- Dates: 25 & 26 May 1985
- Host city: Antrim, Northern Ireland
- Venue: Antrim Stadium
- Level: Senior
- Type: Outdoor

= 1985 UK Athletics Championships =

British athletics event

The 1985 UK Athletics Championships sponsored by HFC Bank, was the national championship in outdoor track and field for the United Kingdom held at Antrim Stadium, Antrim. It was the second time that a national track and field championship was held in Northern Ireland, after hosting the 1981 event.
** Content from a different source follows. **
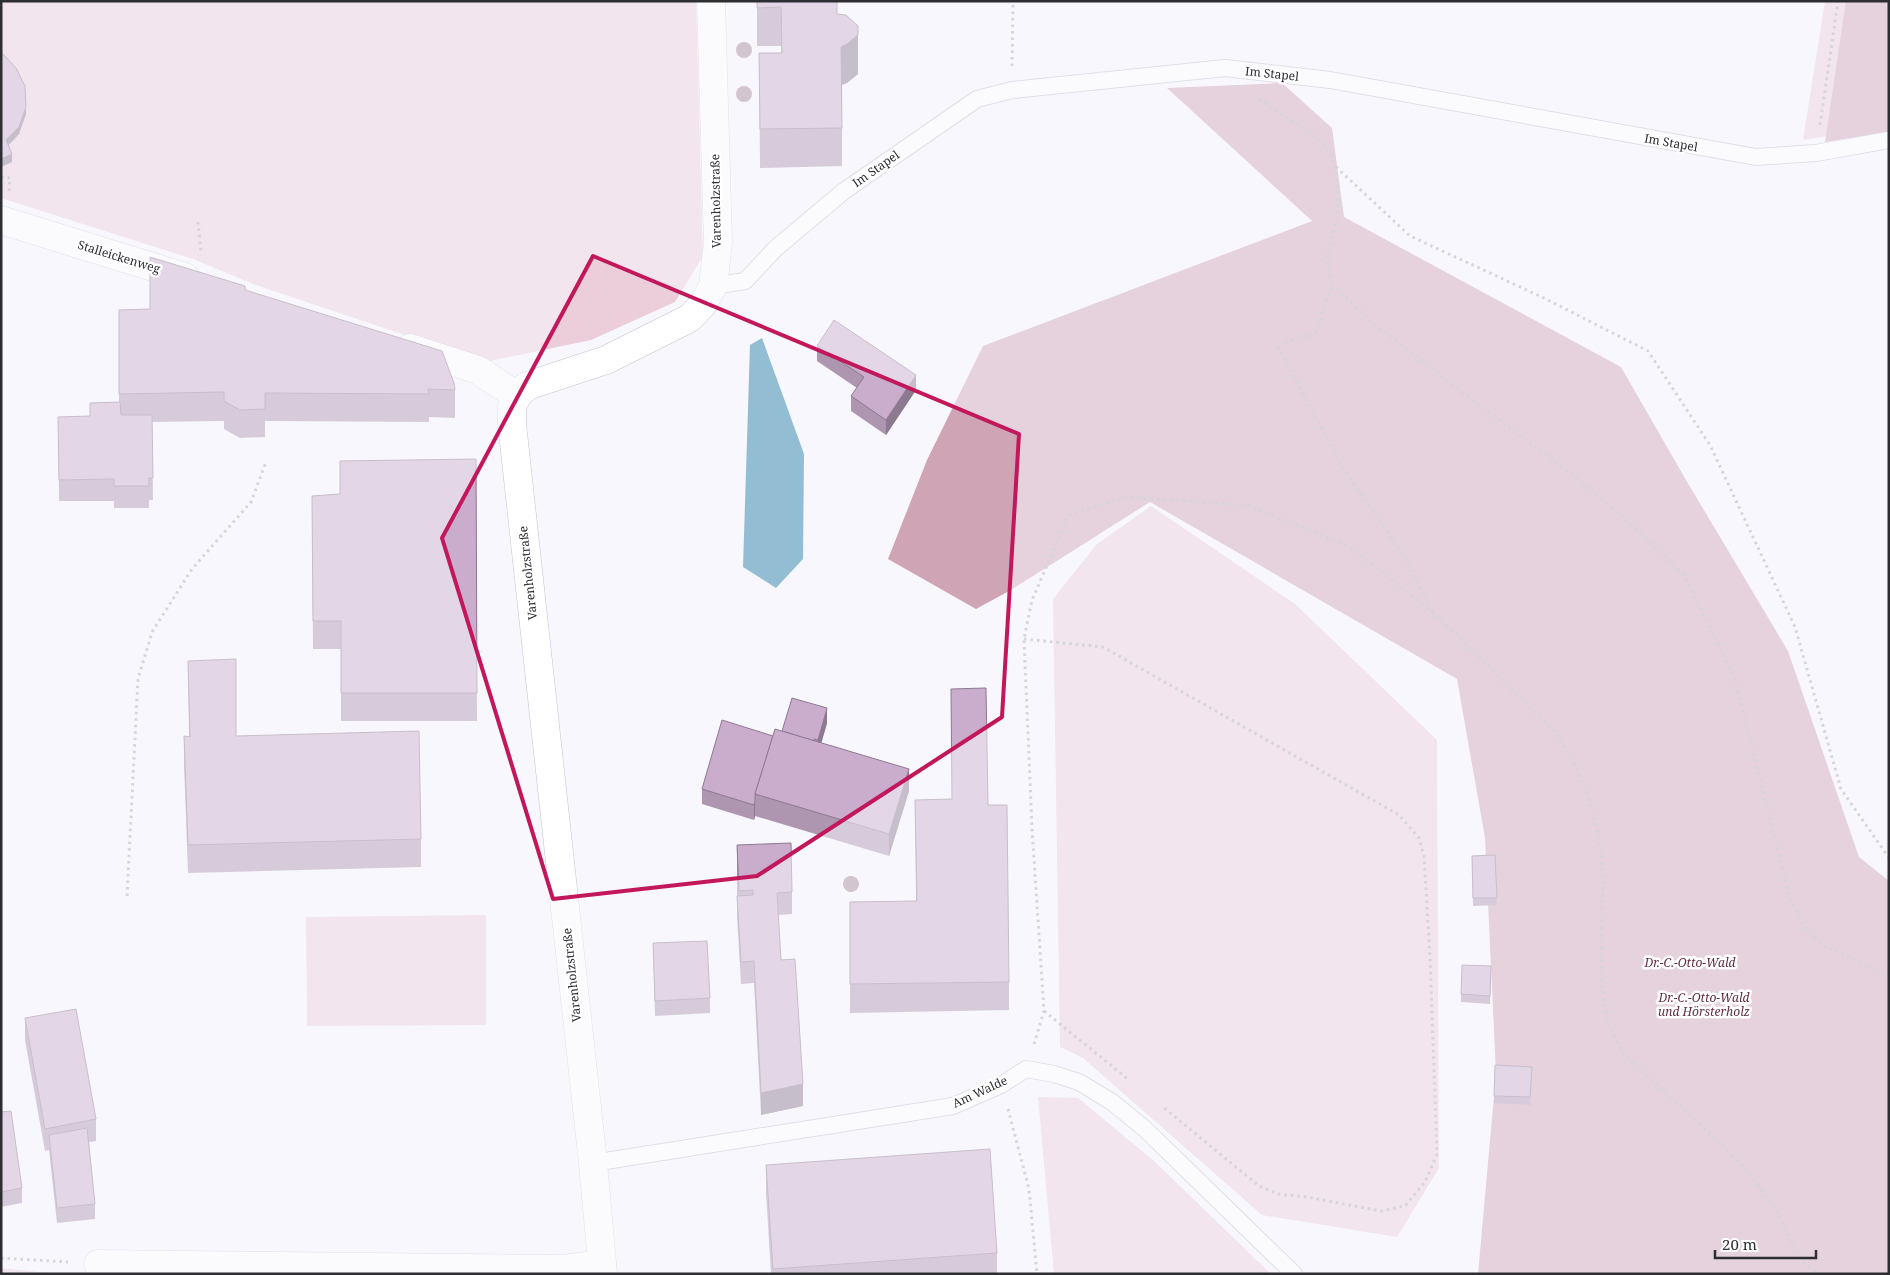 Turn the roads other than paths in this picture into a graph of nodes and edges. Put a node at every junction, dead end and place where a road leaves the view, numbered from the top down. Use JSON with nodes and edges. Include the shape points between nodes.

It was the ninth edition of the competition limited to British athletes only, launched as an alternative to the AAA Championships, which was open to foreign competitors. However, because the calibre of national competition remained greater at the AAA event, the UK Championships this year were not considered the principal national championship event by some statisticians, such as the National Union of Track Statisticians (NUTS). Many of the athletes below also competed at the 1985 AAA Championships.

== Summary ==
Fatima Whitbread won her fifth consecutive women's javelin throw UK title. Both the men's and women's champions defended in the 5000 metres (Eamonn Martin, Angela Tooby) and shot put (Billy Cole, Judy Oakes), as did men's hammer thrower Dave Smith. Linford Christie and John Regis recorded the same times in both the 100 metres and 200 metres finals. Christie was given the 100 m title while the two shared the 200 m title. Christie was the only athlete at the competition to win two titles.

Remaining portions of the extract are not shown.